Franklin and the other naval officers, including Back and Richardson, departed Liverpool on 16 February 1825. Landing in New York City on 15 March, they then followed standard travelling routes through the state of New York, across the Niagara River and Lake Ontario, then through Upper Canada to Fort William on the shores of Lake Superior. After traversing numerous lakes and river systems, the party arrived at Cumberland House on the Saskatchewan River on 15 June. From there, they reached Methye Portage, mostly by way of the Churchill River system. Simultaneously, most of the expedition's supplies were sent from York Factory on Hudson Bay up the Hayes River, reaching the officers at Methye Portage on 29 June.

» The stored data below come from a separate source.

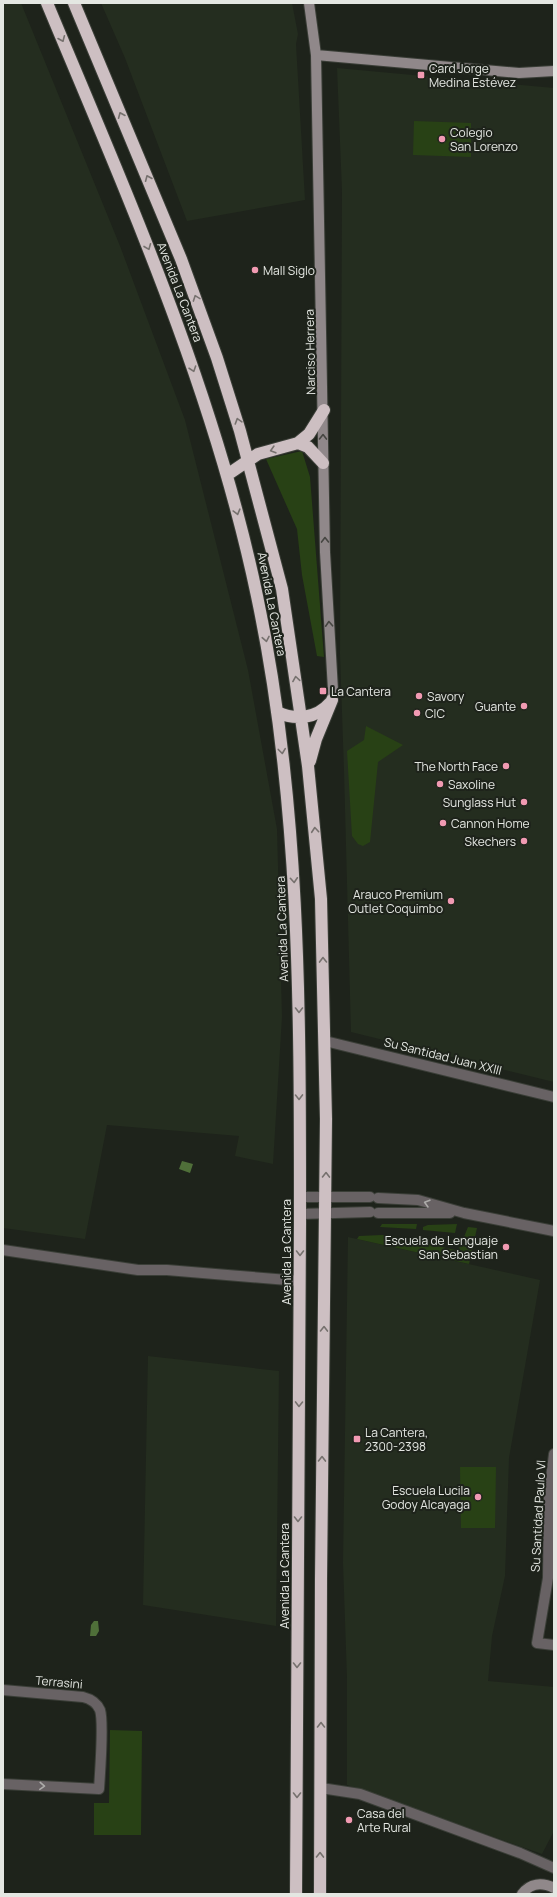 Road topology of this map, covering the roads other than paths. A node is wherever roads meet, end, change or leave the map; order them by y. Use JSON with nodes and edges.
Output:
{"nodes":[{"id":1,"x":47,"y":3,"type":"edge"},
{"id":2,"x":74,"y":3,"type":"edge"},
{"id":3,"x":309,"y":3,"type":"edge"},
{"id":4,"x":316,"y":55,"type":"junction"},
{"id":5,"x":554,"y":71,"type":"edge"},
{"id":6,"x":324,"y":410,"type":"junction"},
{"id":7,"x":298,"y":443,"type":"junction"},
{"id":8,"x":248,"y":459,"type":"junction"},
{"id":9,"x":323,"y":463,"type":"junction"},
{"id":10,"x":227,"y":475,"type":"junction"},
{"id":11,"x":332,"y":700,"type":"junction"},
{"id":12,"x":277,"y":712,"type":"junction"},
{"id":13,"x":302,"y":717,"type":"junction"},
{"id":14,"x":308,"y":766,"type":"junction"},
{"id":15,"x":325,"y":1041,"type":"junction"},
{"id":16,"x":554,"y":1097,"type":"edge"},
{"id":17,"x":300,"y":1197,"type":"junction"},
{"id":18,"x":326,"y":1197,"type":"junction"},
{"id":19,"x":464,"y":1213,"type":"junction"},
{"id":20,"x":300,"y":1214,"type":"junction"},
{"id":21,"x":325,"y":1214,"type":"junction"},
{"id":22,"x":554,"y":1231,"type":"edge"},
{"id":23,"x":3,"y":1250,"type":"edge"},
{"id":24,"x":300,"y":1281,"type":"junction"},
{"id":25,"x":554,"y":1454,"type":"edge"},
{"id":26,"x":552,"y":1495,"type":"edge"},
{"id":27,"x":551,"y":1578,"type":"edge"},
{"id":28,"x":554,"y":1645,"type":"edge"},
{"id":29,"x":3,"y":1690,"type":"edge"},
{"id":30,"x":3,"y":1784,"type":"edge"},
{"id":31,"x":321,"y":1788,"type":"junction"},
{"id":32,"x":554,"y":1868,"type":"edge"},
{"id":33,"x":554,"y":1877,"type":"edge"},
{"id":34,"x":540,"y":1884,"type":"junction"},
{"id":35,"x":554,"y":1888,"type":"edge"},
{"id":36,"x":296,"y":1894,"type":"edge"},
{"id":37,"x":320,"y":1894,"type":"edge"},
{"id":38,"x":522,"y":1894,"type":"edge"}],
"edges":[{"from":1,"to":10,"type":"highway","name":"Avenida La Cantera","one_way":true},
{"from":8,"to":2,"type":"highway","name":"Avenida La Cantera","one_way":true},
{"from":3,"to":4,"type":"street","name":"Narciso Herrera"},
{"from":4,"to":5,"type":"street"},
{"from":4,"to":6,"type":"street","name":"Narciso Herrera"},
{"from":6,"to":7,"type":"highway"},
{"from":9,"to":6,"type":"street","name":"Narciso Herrera","one_way":true},
{"from":7,"to":8,"type":"highway","one_way":true},
{"from":7,"to":9,"type":"highway"},
{"from":8,"to":10,"type":"highway"},
{"from":13,"to":8,"type":"highway","name":"Avenida La Cantera","one_way":true},
{"from":11,"to":9,"type":"street","name":"Narciso Herrera","one_way":true},
{"from":10,"to":12,"type":"highway","name":"Avenida La Cantera","one_way":true},
{"from":11,"to":13,"type":"highway"},
{"from":11,"to":14,"type":"highway"},
{"from":12,"to":13,"type":"highway"},
{"from":12,"to":17,"type":"highway","name":"Avenida La Cantera","one_way":true},
{"from":13,"to":14,"type":"highway","name":"Avenida La Cantera"},
{"from":15,"to":14,"type":"highway","name":"Avenida La Cantera","one_way":true},
{"from":15,"to":16,"type":"street","name":"Su Santidad Juan XXIII"},
{"from":18,"to":15,"type":"highway","name":"Avenida La Cantera","one_way":true},
{"from":17,"to":18,"type":"street"},
{"from":17,"to":20,"type":"highway","name":"Avenida La Cantera"},
{"from":19,"to":18,"type":"street","one_way":true},
{"from":18,"to":21,"type":"highway","name":"Avenida La Cantera"},
{"from":19,"to":21,"type":"street"},
{"from":19,"to":22,"type":"street"},
{"from":20,"to":21,"type":"street"},
{"from":20,"to":24,"type":"highway","name":"Avenida La Cantera","one_way":true},
{"from":31,"to":21,"type":"highway","name":"Avenida La Cantera","one_way":true},
{"from":23,"to":24,"type":"street"},
{"from":24,"to":36,"type":"highway","name":"Avenida La Cantera","one_way":true},
{"from":25,"to":26,"type":"street","name":"Su Santidad Paulo VI"},
{"from":26,"to":27,"type":"street","name":"Su Santidad Paulo VI"},
{"from":27,"to":28,"type":"street","name":"Su Santidad Paulo VI"},
{"from":30,"to":29,"type":"street","name":"Terrasini","one_way":true},
{"from":31,"to":32,"type":"street"},
{"from":37,"to":31,"type":"highway","name":"Avenida La Cantera","one_way":true},
{"from":33,"to":34,"type":"street"},
{"from":34,"to":35,"type":"street"},
{"from":34,"to":38,"type":"street"}]} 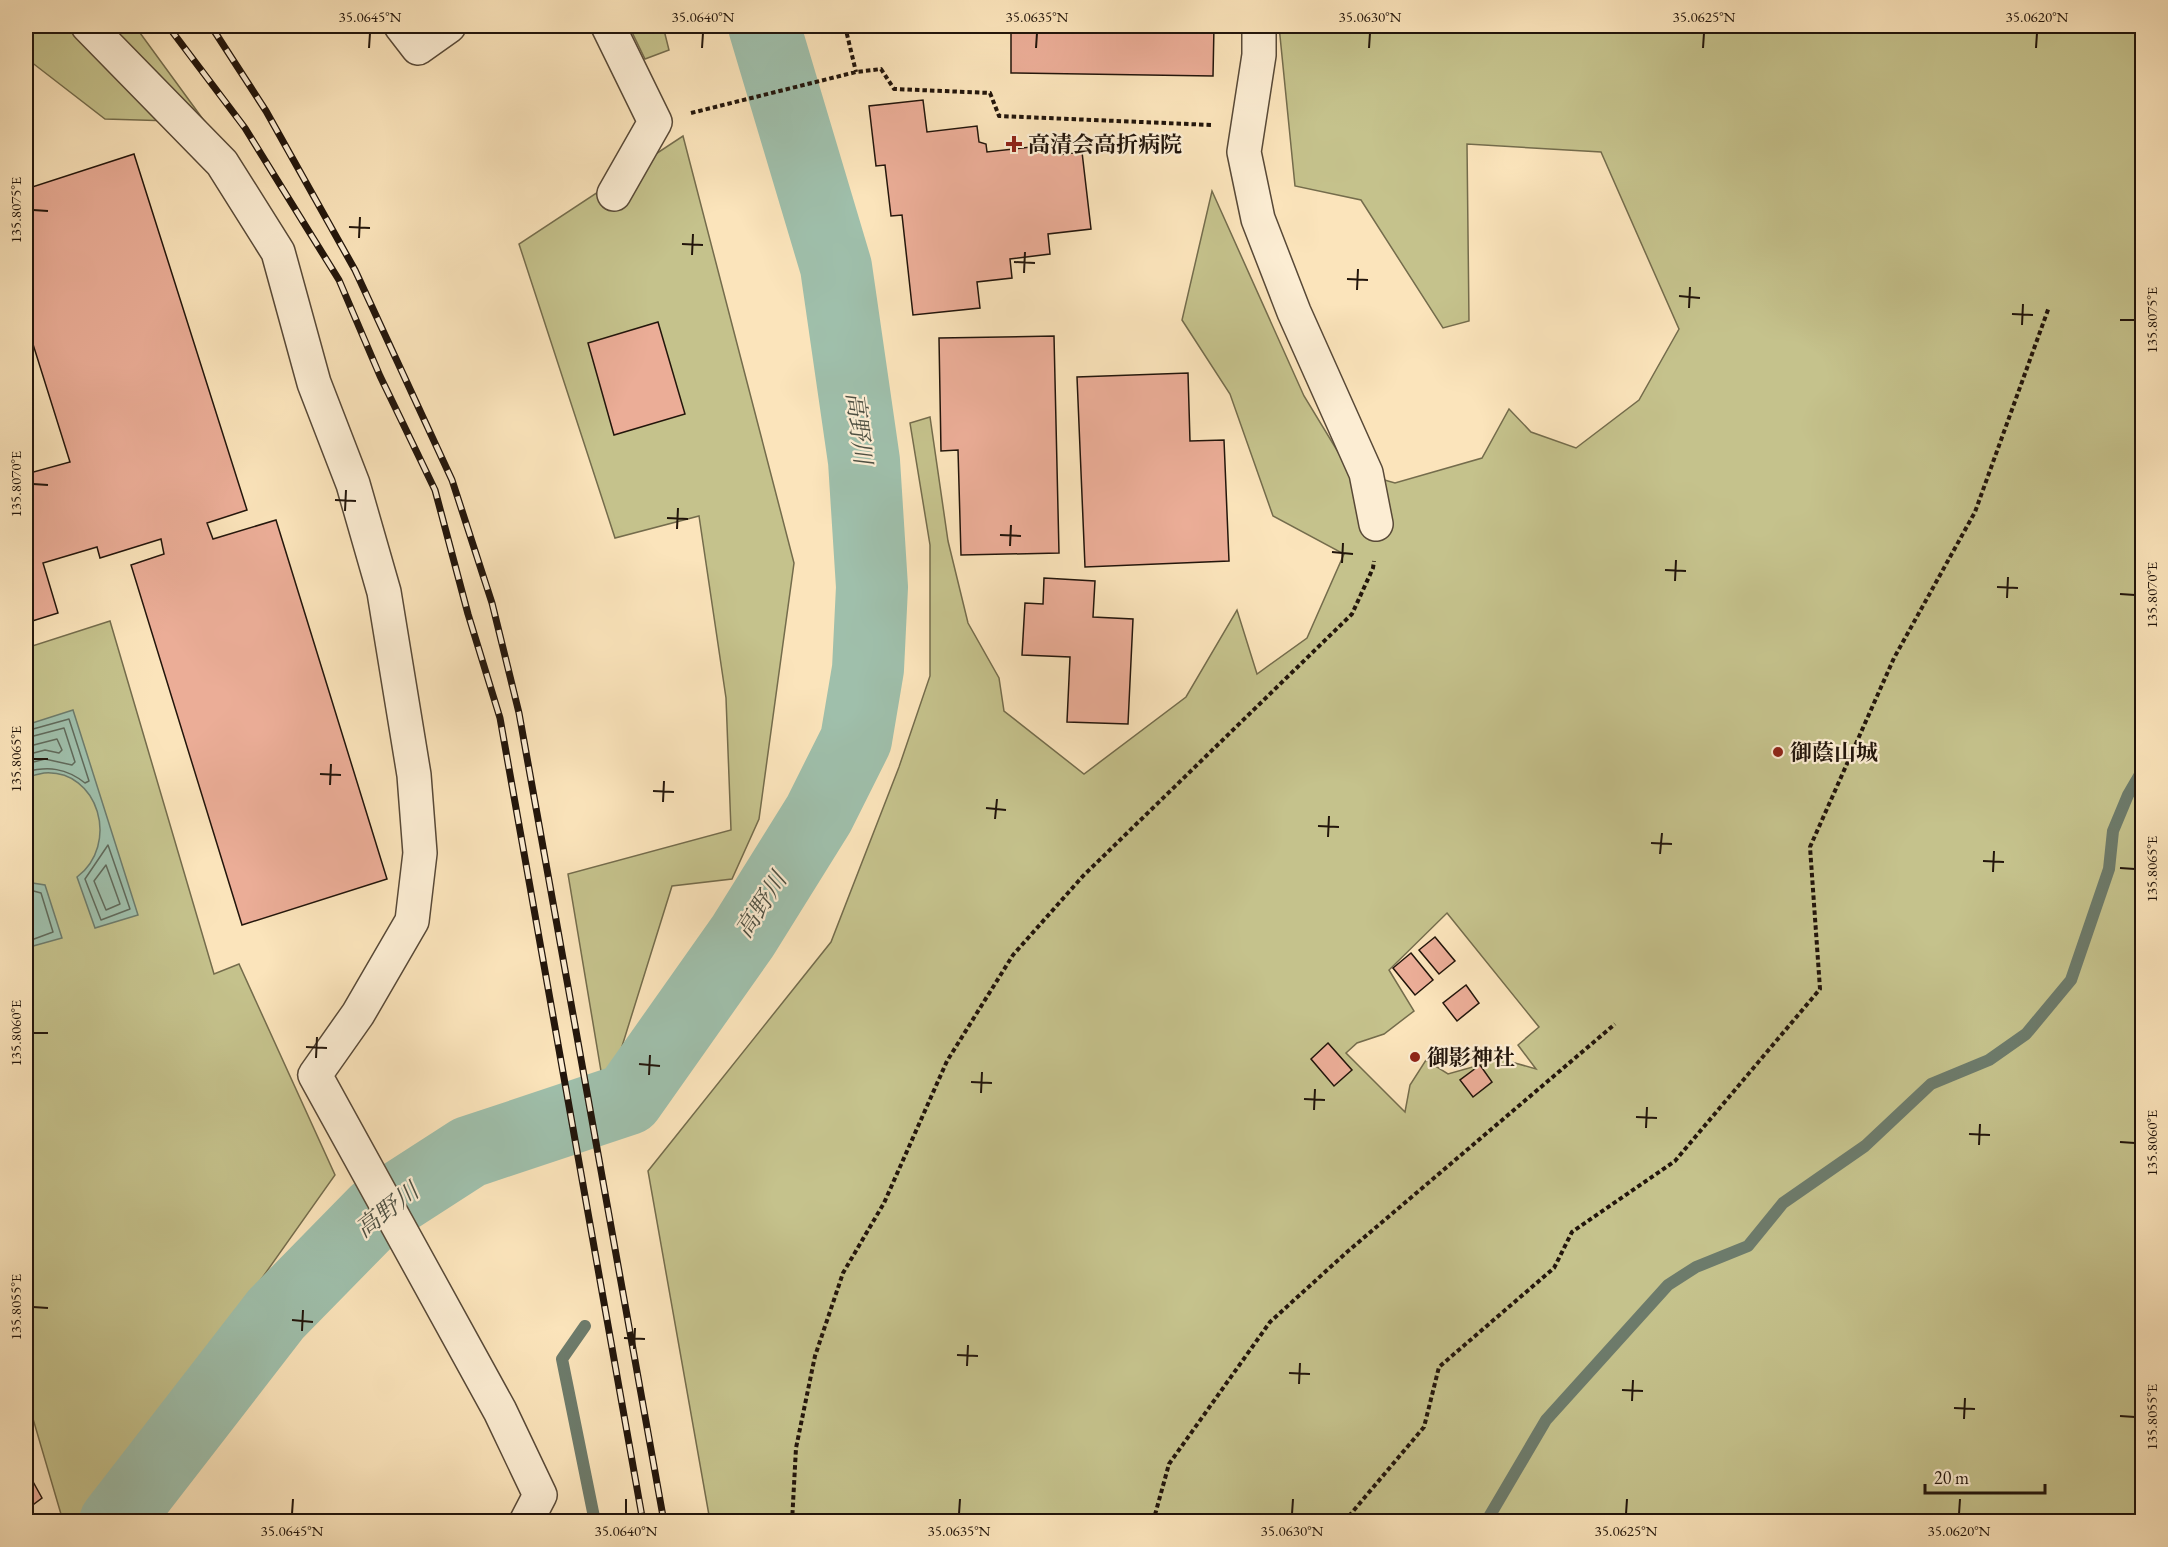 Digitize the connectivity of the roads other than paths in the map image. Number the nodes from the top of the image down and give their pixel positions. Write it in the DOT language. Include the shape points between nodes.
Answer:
graph roads {
  1 [pos="88,26"];
  2 [pos="401,26"];
  3 [pos="449,26"];
  4 [pos="608,26"];
  5 [pos="1259,26"];
  6 [pos="614,194"];
  7 [pos="1376,524"];
  8 [pos="526,1521"];
  1 -- 8 [label="street" via="222,163 278,252 314,383 354,484 384,592 414,775 420,853 412,921 358,1014 315,1075 500,1411 540,1495"];
  2 -- 3 [label="street" via="418,48"];
  4 -- 6 [label="street" via="655,122"];
  5 -- 7 [label="street" via="1259,55 1245,152 1258,219 1294,312 1366,472"];
}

The party descended the Clearwater and Athabasca Rivers, arriving at Fort Chipewyan on 15 July. The party's expeditious pace can be attributed to their intense rowing efforts: during their last push to Great Slave Lake, they had been paddling for thirty-six of the thirty-nine preceding hours. At Fort Resolution, Franklin met with Keskarrah, older brother of Franklin's friend and former ally Akaitcho, and Humpy of the Yellowknives (Coppermine Indians). After coasting the southern shore of Great Slave Lake, the party reached the headwaters of the Mackenzie River on 3 August, which would thereafter be their route to the Arctic Ocean.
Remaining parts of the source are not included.